Wenn etwas an der Wohnung fehlt, dann ist es ein weiteres Zimmer. Deswegen ist ein Teil meiner Plattensammlung auch in meiner anderen Wohnung, im Atelier am Naschmarkt, wo ich mich tagsüber viel aufhalte. Hier könnte ich das alles nicht unterbringen.

Obwohl mich Design von der Kunstseite her interessiert, brauche ich nicht unbedingt ein Designersofa in meiner Wohnung. Ich besitze auch keine ausgefreakten Möbel. Da sind meine Bedürfnisse woanders gelagert. Ich würde mir für das Geld viel eher ein geiles Musikinstrument kaufen.

Was für mich eher entscheidend ist, das ist die Kombination aus Gegenständen und Stoffen. Besonders gern habe ich diese Zierdecke aus Portugal. Das Bett hinter dem Regal ist aus Holzpaletten, denn ich finde, manches kann man sich durchaus auch selbst basteln. Ich stehe auf individuelle Lösungen. Eine Bibliothek mit guten Büchern ist mir auch sehr wichtig. Die sagt etwas über einen Menschen aus. Außerdem mag ich es, wenn Wissen da ist, in das man hineintauchen kann. Man könnte sich hier zum Beispiel den Katalog von Franz Graf nehmen oder eine Platte anhören.

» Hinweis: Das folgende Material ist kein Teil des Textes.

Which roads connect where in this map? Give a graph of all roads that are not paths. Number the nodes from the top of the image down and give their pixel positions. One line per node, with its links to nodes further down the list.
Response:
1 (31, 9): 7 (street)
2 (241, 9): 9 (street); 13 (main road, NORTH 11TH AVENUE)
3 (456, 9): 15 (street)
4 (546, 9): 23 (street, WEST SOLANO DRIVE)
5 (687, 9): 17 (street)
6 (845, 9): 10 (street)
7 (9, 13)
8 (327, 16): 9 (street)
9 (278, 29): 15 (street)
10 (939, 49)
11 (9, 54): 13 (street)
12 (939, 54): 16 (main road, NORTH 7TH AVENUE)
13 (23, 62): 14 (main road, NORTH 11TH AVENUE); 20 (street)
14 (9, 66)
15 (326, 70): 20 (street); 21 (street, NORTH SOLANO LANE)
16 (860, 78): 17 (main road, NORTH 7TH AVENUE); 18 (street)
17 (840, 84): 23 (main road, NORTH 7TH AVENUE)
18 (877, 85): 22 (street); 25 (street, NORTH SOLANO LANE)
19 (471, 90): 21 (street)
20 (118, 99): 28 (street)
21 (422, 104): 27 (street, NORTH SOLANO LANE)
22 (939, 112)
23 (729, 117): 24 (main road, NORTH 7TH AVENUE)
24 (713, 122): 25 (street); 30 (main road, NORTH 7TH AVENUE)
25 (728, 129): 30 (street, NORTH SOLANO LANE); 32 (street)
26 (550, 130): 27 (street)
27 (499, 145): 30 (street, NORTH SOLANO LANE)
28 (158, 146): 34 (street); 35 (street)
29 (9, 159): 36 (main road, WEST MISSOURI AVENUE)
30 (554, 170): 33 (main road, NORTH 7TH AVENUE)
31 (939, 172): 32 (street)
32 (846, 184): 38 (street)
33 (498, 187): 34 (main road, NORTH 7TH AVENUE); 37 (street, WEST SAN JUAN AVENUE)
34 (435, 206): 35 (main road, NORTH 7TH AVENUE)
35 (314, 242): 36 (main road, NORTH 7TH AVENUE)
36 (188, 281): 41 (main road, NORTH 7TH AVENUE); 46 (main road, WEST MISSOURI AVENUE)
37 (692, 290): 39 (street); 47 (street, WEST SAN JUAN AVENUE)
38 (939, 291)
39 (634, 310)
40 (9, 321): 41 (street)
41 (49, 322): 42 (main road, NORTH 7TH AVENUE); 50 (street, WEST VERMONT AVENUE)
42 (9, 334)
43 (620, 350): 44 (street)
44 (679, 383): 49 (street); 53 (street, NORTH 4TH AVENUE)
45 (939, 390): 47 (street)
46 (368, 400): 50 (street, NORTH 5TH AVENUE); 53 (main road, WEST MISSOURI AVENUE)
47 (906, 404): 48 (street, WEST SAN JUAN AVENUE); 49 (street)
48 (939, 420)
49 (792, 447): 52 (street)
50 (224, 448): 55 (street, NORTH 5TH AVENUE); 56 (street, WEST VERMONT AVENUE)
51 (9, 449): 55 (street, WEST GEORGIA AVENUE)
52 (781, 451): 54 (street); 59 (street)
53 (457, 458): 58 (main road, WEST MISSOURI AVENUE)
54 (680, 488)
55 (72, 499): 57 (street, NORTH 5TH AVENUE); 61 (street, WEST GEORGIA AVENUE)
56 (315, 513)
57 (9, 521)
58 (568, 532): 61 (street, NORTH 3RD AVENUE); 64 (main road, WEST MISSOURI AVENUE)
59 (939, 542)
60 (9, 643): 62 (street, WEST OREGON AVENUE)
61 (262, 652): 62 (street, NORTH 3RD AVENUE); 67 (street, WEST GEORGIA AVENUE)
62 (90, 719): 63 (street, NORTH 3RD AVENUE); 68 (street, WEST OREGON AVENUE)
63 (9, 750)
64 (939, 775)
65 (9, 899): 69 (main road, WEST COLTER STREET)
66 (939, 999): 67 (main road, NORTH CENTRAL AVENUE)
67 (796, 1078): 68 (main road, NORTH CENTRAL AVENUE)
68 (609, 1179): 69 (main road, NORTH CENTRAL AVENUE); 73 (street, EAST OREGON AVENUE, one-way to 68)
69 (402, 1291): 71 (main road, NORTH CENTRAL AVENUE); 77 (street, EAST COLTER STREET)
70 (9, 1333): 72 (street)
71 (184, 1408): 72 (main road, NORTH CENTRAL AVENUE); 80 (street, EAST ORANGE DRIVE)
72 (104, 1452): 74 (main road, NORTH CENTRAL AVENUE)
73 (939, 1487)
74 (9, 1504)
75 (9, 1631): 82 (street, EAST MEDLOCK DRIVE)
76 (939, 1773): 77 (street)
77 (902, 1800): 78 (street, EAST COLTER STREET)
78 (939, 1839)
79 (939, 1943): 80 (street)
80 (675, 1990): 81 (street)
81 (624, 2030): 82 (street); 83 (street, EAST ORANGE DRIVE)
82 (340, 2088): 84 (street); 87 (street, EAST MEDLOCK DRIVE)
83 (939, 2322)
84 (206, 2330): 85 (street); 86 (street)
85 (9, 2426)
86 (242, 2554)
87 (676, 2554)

Ich baue gern diese kleinen Stillleben hier auf dem Regal, das sind meine kleinen Mikrokosmen. Ich mag es, mich in einer Sache verlieren zu können. Da gibt es zum Beispiel die Tiere, deswegen habe ich auch den internen Ausdruck ,Zoo' für die Wohnung. Dort drüben im Regal gibt es Fische und Giraffen, dann gibt es immer wieder Nachtfalter, die sich hierher verirren, oder einen Specht, der draußen gegen den Baum klopft. Einmal habe ich sogar einen Uhu vorm Fenster gesehen. Und dann sind da noch jede Menge imaginäre Tiere im Kopf, wie zum Beispiel der Honigdachs. Das ist das mutigste Wesen der Welt! Der passt auf mich auf." (DER STANDARD, Print-Ausgabe, 14./15.8.2010)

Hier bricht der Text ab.